» SOURCE MATERIAL
++++++++

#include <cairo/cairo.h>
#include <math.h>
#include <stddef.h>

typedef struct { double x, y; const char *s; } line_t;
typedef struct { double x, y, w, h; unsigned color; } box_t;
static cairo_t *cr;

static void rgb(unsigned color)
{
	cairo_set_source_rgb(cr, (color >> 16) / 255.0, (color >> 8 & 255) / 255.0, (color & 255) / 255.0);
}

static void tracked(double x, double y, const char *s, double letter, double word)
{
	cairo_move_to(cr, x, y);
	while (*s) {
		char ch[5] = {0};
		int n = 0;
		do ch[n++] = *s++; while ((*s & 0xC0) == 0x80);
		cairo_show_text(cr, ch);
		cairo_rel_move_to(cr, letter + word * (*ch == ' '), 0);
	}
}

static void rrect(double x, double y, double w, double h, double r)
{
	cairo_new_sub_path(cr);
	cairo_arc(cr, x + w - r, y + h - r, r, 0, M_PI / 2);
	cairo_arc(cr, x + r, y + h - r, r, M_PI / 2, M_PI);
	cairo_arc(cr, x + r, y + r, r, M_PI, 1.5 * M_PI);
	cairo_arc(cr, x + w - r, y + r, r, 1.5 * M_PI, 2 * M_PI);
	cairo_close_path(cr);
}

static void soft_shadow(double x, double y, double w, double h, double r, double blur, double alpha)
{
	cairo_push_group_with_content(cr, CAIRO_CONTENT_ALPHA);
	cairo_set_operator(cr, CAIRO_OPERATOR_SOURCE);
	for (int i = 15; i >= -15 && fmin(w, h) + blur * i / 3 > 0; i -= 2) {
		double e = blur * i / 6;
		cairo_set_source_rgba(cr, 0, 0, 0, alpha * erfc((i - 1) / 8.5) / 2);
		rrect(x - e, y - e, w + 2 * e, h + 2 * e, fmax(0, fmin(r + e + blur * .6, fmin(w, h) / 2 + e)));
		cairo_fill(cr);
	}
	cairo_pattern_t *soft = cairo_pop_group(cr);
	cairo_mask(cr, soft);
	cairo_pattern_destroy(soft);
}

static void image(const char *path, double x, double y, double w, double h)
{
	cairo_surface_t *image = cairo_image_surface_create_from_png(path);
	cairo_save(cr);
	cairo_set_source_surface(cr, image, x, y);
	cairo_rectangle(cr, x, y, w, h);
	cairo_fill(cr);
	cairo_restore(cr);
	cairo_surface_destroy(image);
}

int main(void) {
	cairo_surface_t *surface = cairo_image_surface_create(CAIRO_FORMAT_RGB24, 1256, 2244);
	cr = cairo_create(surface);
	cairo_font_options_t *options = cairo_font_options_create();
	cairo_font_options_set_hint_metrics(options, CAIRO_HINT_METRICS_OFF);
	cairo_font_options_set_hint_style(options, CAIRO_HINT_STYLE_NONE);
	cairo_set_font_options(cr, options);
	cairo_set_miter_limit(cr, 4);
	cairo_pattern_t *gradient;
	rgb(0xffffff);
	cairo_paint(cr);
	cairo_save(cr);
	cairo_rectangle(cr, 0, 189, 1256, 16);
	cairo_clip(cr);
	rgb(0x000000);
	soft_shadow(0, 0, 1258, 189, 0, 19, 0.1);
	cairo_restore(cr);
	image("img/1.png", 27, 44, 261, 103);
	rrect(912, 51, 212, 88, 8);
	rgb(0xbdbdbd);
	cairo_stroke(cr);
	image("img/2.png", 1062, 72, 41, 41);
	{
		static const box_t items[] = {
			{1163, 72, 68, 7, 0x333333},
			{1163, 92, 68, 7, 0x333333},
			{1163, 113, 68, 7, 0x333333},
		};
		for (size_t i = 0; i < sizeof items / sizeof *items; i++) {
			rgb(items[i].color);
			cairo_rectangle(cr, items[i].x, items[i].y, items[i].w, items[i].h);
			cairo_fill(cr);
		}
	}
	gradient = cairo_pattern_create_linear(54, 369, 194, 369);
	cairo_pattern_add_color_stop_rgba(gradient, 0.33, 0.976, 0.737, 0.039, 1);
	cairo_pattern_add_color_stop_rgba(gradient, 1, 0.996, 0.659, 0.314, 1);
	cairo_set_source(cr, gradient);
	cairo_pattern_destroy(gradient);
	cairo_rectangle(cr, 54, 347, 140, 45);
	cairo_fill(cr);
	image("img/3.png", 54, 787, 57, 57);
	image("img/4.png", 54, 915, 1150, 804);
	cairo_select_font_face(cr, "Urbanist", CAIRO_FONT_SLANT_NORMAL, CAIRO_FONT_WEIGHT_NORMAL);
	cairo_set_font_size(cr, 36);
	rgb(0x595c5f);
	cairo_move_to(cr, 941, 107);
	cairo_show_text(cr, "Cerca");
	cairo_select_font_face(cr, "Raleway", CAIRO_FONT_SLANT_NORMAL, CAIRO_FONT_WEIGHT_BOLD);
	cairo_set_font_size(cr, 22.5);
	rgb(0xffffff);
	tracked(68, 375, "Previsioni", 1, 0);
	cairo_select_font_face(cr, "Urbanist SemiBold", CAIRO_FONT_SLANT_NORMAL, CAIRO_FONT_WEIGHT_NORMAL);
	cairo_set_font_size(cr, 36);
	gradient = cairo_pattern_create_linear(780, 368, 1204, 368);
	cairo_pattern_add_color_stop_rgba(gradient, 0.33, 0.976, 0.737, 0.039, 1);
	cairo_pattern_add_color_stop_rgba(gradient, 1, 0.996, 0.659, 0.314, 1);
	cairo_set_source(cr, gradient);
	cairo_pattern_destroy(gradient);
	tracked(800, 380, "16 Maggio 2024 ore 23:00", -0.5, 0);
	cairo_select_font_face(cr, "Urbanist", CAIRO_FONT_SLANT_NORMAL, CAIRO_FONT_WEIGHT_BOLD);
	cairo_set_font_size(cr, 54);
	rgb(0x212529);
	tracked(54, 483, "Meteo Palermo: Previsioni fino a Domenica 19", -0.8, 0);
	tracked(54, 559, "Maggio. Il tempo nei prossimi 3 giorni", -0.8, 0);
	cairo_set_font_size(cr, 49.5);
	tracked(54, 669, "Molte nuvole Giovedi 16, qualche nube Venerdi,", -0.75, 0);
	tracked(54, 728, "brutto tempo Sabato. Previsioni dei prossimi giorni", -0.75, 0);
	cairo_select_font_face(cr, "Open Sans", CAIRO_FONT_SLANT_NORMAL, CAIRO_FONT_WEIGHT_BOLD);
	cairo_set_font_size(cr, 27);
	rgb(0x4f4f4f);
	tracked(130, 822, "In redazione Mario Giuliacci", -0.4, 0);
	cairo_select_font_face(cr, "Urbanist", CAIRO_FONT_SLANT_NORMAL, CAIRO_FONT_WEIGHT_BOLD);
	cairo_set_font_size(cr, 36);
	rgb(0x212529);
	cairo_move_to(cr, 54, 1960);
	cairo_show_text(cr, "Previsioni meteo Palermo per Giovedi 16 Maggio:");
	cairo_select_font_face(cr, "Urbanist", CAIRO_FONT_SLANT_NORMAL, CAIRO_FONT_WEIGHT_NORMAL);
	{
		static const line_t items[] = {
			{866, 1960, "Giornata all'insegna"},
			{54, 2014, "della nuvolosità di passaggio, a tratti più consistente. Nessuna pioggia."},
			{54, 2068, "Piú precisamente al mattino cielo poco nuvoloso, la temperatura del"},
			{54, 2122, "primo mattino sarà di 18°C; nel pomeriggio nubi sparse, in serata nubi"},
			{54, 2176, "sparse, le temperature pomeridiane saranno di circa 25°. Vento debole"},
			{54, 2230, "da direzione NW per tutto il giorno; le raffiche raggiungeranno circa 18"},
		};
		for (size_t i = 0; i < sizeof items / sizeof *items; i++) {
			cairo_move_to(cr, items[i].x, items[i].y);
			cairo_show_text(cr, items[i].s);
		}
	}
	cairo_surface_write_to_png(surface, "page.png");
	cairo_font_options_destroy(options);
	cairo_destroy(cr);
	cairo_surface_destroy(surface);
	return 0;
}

++++++++

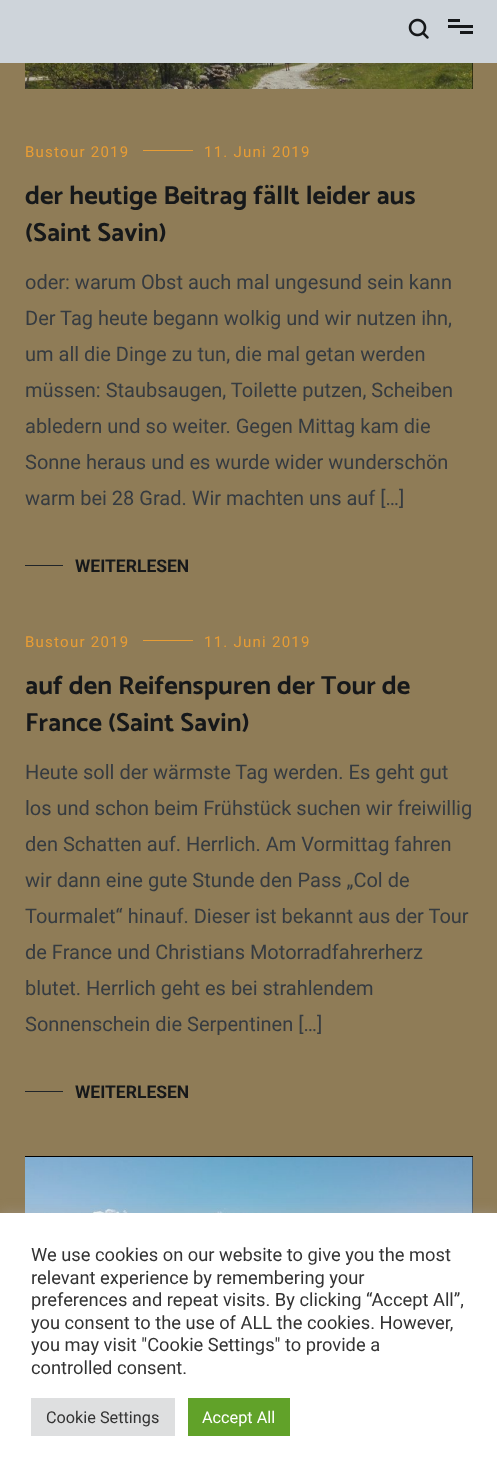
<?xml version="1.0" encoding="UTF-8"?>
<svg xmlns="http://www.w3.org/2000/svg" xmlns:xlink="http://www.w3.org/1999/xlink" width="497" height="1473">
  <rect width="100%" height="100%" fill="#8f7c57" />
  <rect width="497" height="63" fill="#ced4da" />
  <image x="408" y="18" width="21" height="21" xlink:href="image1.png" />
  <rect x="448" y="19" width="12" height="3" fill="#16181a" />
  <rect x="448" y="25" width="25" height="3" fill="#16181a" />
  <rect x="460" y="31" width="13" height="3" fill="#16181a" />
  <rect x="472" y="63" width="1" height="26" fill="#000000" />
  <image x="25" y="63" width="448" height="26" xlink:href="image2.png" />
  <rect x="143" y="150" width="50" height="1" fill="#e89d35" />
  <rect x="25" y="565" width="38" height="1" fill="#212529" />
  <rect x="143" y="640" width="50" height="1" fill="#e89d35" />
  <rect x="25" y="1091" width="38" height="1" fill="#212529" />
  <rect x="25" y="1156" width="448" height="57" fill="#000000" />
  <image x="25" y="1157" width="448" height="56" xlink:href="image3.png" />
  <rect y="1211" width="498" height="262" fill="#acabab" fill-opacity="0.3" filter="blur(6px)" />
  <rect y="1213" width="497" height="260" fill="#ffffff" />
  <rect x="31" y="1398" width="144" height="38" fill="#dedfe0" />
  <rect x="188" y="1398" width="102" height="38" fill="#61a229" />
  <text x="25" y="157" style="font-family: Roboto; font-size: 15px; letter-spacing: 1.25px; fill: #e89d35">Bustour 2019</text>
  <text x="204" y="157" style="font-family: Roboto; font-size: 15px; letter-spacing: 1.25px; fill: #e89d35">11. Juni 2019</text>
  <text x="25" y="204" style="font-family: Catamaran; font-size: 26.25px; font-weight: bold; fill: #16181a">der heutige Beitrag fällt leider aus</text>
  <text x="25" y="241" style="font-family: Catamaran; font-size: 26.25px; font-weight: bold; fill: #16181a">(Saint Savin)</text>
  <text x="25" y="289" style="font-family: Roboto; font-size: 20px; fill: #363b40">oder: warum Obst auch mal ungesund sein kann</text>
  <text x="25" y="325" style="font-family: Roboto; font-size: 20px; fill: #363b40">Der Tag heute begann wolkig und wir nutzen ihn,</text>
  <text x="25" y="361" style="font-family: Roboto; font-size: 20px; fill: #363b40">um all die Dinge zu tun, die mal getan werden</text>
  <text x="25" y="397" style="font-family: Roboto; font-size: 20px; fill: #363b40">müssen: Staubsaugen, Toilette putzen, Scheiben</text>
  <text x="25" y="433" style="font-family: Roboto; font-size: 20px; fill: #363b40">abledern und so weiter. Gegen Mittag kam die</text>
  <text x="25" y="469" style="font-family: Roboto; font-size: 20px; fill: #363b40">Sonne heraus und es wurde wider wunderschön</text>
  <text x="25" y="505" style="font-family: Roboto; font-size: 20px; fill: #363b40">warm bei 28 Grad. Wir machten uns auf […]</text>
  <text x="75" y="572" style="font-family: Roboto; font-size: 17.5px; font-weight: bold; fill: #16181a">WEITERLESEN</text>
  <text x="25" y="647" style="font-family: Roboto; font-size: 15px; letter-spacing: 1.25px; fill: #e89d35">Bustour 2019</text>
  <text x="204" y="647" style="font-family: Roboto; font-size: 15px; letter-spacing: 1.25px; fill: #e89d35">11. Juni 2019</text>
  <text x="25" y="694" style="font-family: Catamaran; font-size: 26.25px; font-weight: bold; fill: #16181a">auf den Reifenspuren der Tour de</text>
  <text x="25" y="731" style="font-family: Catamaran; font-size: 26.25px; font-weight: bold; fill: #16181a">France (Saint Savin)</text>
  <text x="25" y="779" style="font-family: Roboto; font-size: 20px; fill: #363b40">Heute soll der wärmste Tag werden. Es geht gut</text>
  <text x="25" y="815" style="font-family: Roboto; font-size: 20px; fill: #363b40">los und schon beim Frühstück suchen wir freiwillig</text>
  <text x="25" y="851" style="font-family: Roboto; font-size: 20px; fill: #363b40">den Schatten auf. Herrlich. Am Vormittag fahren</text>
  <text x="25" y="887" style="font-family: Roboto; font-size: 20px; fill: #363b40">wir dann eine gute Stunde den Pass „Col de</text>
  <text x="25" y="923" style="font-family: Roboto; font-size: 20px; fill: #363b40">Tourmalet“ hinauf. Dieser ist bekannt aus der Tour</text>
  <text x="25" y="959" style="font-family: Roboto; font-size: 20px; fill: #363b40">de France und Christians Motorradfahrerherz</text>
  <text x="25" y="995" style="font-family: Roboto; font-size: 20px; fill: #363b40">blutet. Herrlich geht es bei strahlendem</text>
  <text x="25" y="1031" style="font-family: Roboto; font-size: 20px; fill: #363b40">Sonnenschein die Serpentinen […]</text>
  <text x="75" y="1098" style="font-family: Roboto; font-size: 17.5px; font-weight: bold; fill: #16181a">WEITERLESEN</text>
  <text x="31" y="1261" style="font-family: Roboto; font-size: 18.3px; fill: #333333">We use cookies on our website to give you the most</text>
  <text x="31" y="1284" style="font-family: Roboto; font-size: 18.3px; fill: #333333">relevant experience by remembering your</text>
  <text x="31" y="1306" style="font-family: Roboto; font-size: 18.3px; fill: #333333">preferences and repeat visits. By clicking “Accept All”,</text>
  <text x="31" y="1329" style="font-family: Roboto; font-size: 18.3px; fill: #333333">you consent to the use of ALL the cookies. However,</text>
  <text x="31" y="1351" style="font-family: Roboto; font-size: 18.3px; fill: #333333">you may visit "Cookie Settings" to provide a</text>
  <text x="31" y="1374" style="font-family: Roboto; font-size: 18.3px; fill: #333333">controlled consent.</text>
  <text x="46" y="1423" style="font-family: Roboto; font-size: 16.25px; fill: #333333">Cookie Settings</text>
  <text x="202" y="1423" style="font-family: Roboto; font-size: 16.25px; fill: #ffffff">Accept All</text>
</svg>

++++++++

» WORK INSTRUCTION
Please return the lines above that run from the line containing "cairo_surface_destroy(image);" to the line containing "cairo_pattern_t *gradient;", inclusive, exactly and with no other lines.

» RESULT OF THIS TASK
	cairo_surface_destroy(image);
}

int main(void) {
	cairo_surface_t *surface = cairo_image_surface_create(CAIRO_FORMAT_RGB24, 1256, 2244);
	cr = cairo_create(surface);
	cairo_font_options_t *options = cairo_font_options_create();
	cairo_font_options_set_hint_metrics(options, CAIRO_HINT_METRICS_OFF);
	cairo_font_options_set_hint_style(options, CAIRO_HINT_STYLE_NONE);
	cairo_set_font_options(cr, options);
	cairo_set_miter_limit(cr, 4);
	cairo_pattern_t *gradient;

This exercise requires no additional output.